After graduating from college in 1990, Redford signed on with the WorldTeach program and found herself teaching English in a village on the Thai-Burmese border.

On her summer break she visited a Thai refugee camp and lived with a family who had fled the Burmese military dictatorship. There she taught English in a bamboo hut. Along the border, bombs would explode from battles between the military and its opposition. Every day brought new streams of refugees, with tales of rape, torture, killing, and forced labor.

She headed home and in the fall of 1992, Redford enrolled at the University of Virginia Law School to study human rights and environmental law but as soon as school was out for the summer, she left again for Thailand. This time she went as an intern for Human Rights Watch, documenting abuses associated with forced labor. She returned to the same refugee camp to live with the same Burmese family she had stayed with the summer before. The father, a pro-democracy activist, arranged to sneak her into Burma. (The military, which staged a coup in 1988, officially changed the country's name to Myanmar the following year.)

That year Redford met Ka Hsaw Wa, a Karen student activist who had fled to the jungle and was collecting villagers' tales of abuse under the junta. She spent three weeks with him and a small group paddling up the Salween River, stopping at villages near the front lines of fighting between the military and the opposition and gathering villagers' stories.

The summer after their second year, she and two classmates got a fellowship to look at the World Bank's presence in Thailand and Burma. But Ka Hsaw Wa told them the real story was the Yadana Pipeline, being built by French company Total S.A. and Unocal, which is headquartered in El Segundo, CA. The 39-mile natural gas line cuts through the Burmese jungle to the Thai border.

Her third year, she did an independent research project on the Alien Torts Claims Act and Unocal's role in the Burmese pipeline. She also wrote a grant proposal to start EarthRights International, a nonprofit human rights organization.
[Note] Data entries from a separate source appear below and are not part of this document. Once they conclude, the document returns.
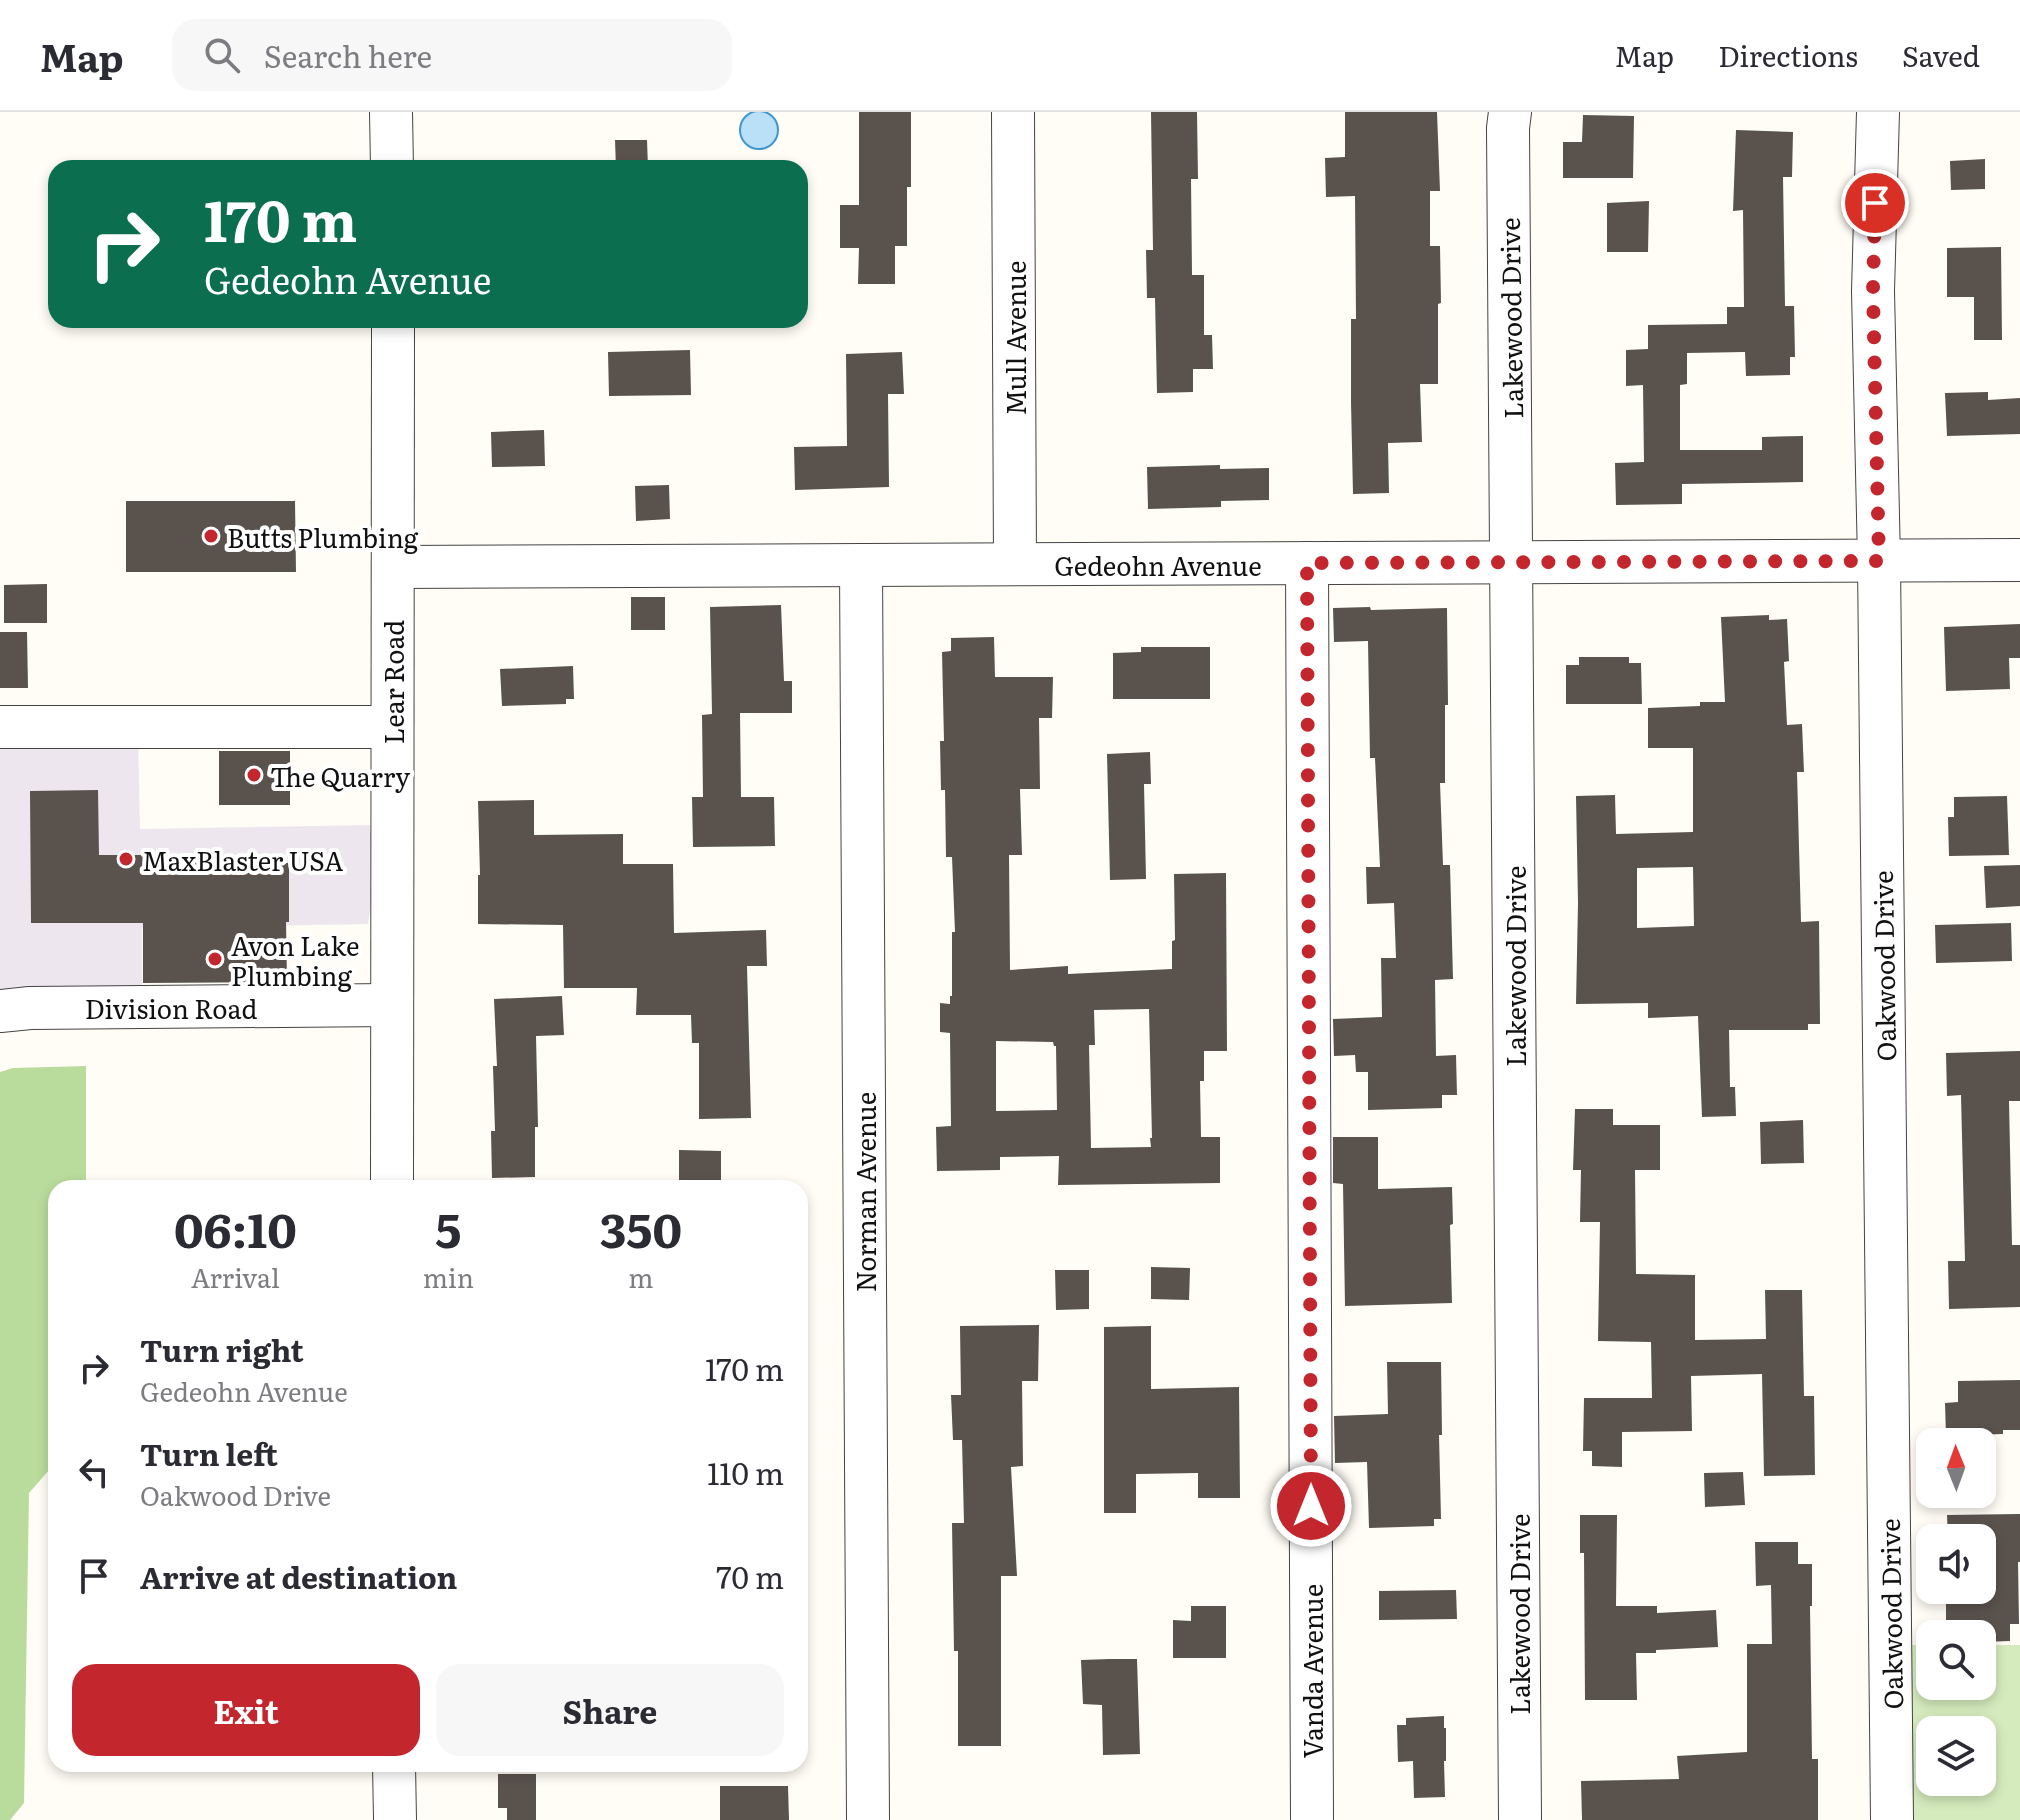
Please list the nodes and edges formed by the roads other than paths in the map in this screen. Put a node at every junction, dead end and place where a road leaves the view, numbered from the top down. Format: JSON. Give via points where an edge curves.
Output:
{"nodes":[{"id":1,"x":391,"y":112,"type":"edge"},
{"id":2,"x":1013,"y":112,"type":"edge"},
{"id":3,"x":1510,"y":112,"type":"edge"},
{"id":4,"x":1878,"y":112,"type":"edge"},
{"id":5,"x":392,"y":160,"type":"edge"},
{"id":6,"x":393,"y":328,"type":"edge"},
{"id":7,"x":2020,"y":560,"type":"edge"},
{"id":8,"x":1879,"y":561,"type":"junction"},
{"id":9,"x":1512,"y":562,"type":"junction"},
{"id":10,"x":1307,"y":563,"type":"junction"},
{"id":11,"x":1015,"y":564,"type":"junction"},
{"id":12,"x":861,"y":565,"type":"junction"},
{"id":13,"x":393,"y":567,"type":"junction"},
{"id":14,"x":0,"y":727,"type":"edge"},
{"id":15,"x":392,"y":727,"type":"junction"},
{"id":16,"x":391,"y":1005,"type":"junction"},
{"id":17,"x":0,"y":1011,"type":"edge"},
{"id":18,"x":392,"y":1180,"type":"edge"},
{"id":19,"x":394,"y":1772,"type":"edge"},
{"id":20,"x":395,"y":1820,"type":"edge"},
{"id":21,"x":868,"y":1820,"type":"edge"},
{"id":22,"x":1312,"y":1820,"type":"edge"},
{"id":23,"x":1520,"y":1820,"type":"edge"},
{"id":24,"x":1892,"y":1820,"type":"edge"}],
"edges":[{"from":1,"to":5,"type":"street"},
{"from":2,"to":11,"type":"street","name":"Mull Avenue"},
{"from":3,"to":9,"type":"street","name":"Lakewood Drive"},
{"from":4,"to":8,"type":"street","name":"Oakwood Drive","via":[[1873,291]]},
{"from":6,"to":13,"type":"street","name":"Lear Road"},
{"from":7,"to":8,"type":"street","name":"Gedeohn Avenue"},
{"from":8,"to":9,"type":"street","name":"Gedeohn Avenue"},
{"from":8,"to":24,"type":"street","name":"Oakwood Drive"},
{"from":9,"to":10,"type":"street","name":"Gedeohn Avenue"},
{"from":9,"to":23,"type":"street","name":"Lakewood Drive"},
{"from":10,"to":11,"type":"street","name":"Gedeohn Avenue"},
{"from":10,"to":22,"type":"street","name":"Vanda Avenue"},
{"from":11,"to":12,"type":"street","name":"Gedeohn Avenue"},
{"from":12,"to":13,"type":"street","name":"Gedeohn Avenue"},
{"from":12,"to":21,"type":"street","name":"Norman Avenue"},
{"from":13,"to":15,"type":"street","name":"Lear Road"},
{"from":14,"to":15,"type":"street"},
{"from":15,"to":16,"type":"street","name":"Lear Road"},
{"from":16,"to":17,"type":"street","name":"Division Road"},
{"from":16,"to":18,"type":"street","name":"Lear Road"},
{"from":19,"to":20,"type":"street"}]}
The day after she took the bar examination, in 1995, she returned to Thailand to live and run the newly formed group with Ka Hsaw Wa and a fellow law school graduate.

In November 1996, Redford and Ka Hsaw Wa were married in a Thai village. The following October, she filed Doe v. Unocal, and in March 1997 it became the first case in which jurisdiction was granted over a corporation for human rights abuses overseas. This case was documented in the 2006 film Total Denial.